What sucks about Anthem right now is that it has the bones to be great, but it's mired by some very frustrating details/mission design/bugs that make it too hard to enjoy. I feel like this was the case with Destiny as well as The Division: they're very fun, but not for very long. There's a very small part of me that wonders if the plan for these GaaS games is to intentionally overhype themselves, get tons of non-refundable pre-orders and then ride the wave of bad press for a year before coming 'round with a big redemption patch/expansion. It's FAR too common for all of the GaaS looter-shooters to run into the same problems that other games have fixed. Like in Anthem, being able to pull Masterwork weapons from world chests?? The same weapons that are supposed to be the big rewards at the end of the highest-difficulty Strongholds??? That's ridiculous, but it's also something Destiny 2 ran into (giving out raid loot as clan rewards), and they eventually patched that out.

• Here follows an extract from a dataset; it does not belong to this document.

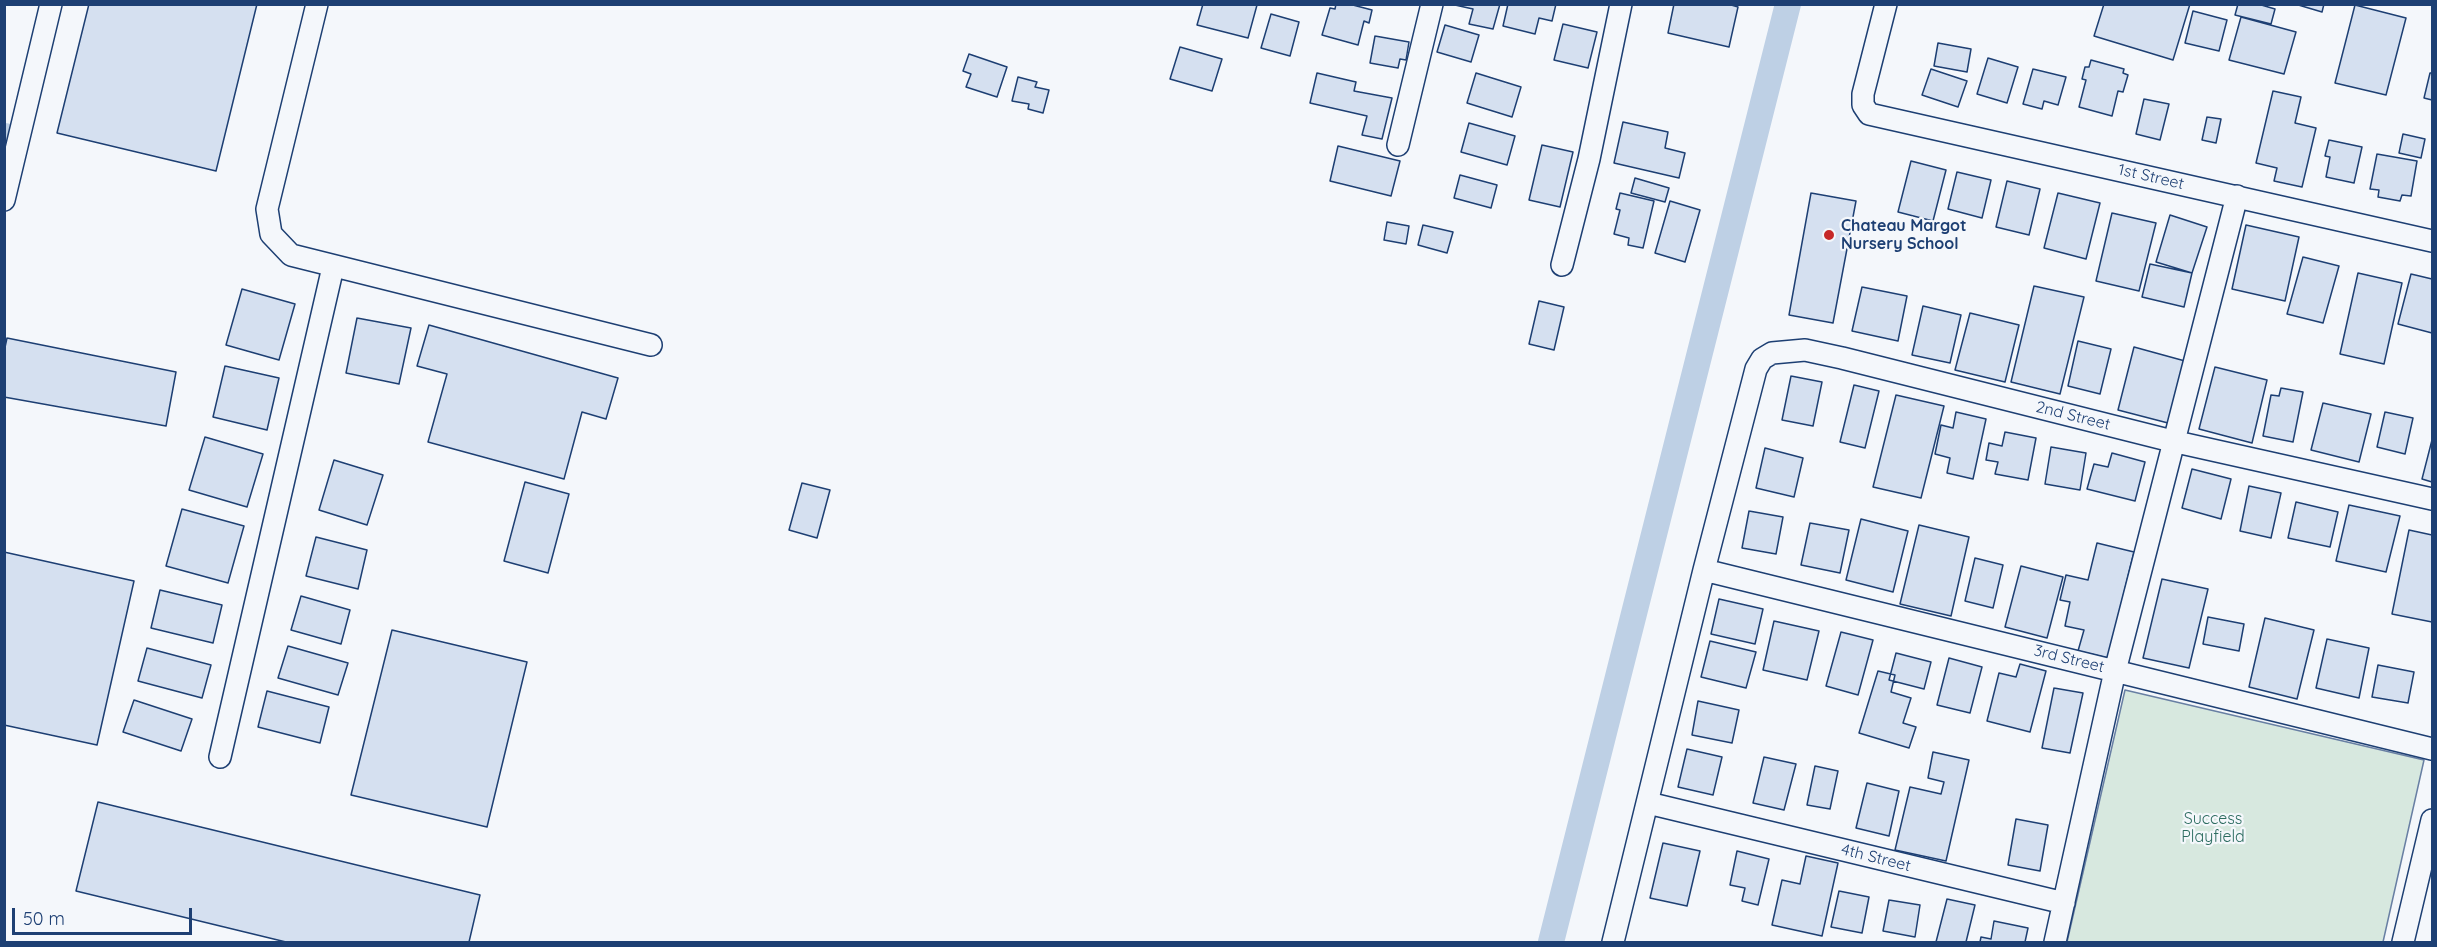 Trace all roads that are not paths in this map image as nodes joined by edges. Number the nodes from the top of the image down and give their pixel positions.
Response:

I know it's cynical of me to believe that it's all some plan to get big launch day numbers and then leave people with a dead game for a year, but you never know. If Anthem ran into problems in development not unlike what both D1 and D2 ran into, and EA compelled them to just release it already, I could see them saying "well, we'll push through the bad press/reactions and save the game in 2020." $60 year-long Early Access/beta basically.
Speaking of, I wonder if we'll ever get a GaaS game from a big publisher that does do true Early Access: buy the game knowing you can help influence its development. Maybe it's happened already. And would it make a difference in how the game is received? Who knows.
I worry about Huber's big playthrough on Thursday night, only because I don't know if he knows what he's getting into. I think he feels bad about ragging on the game, but he shouldn't: it's a mess right now and the endgame may be exactly as sparse as he predicted.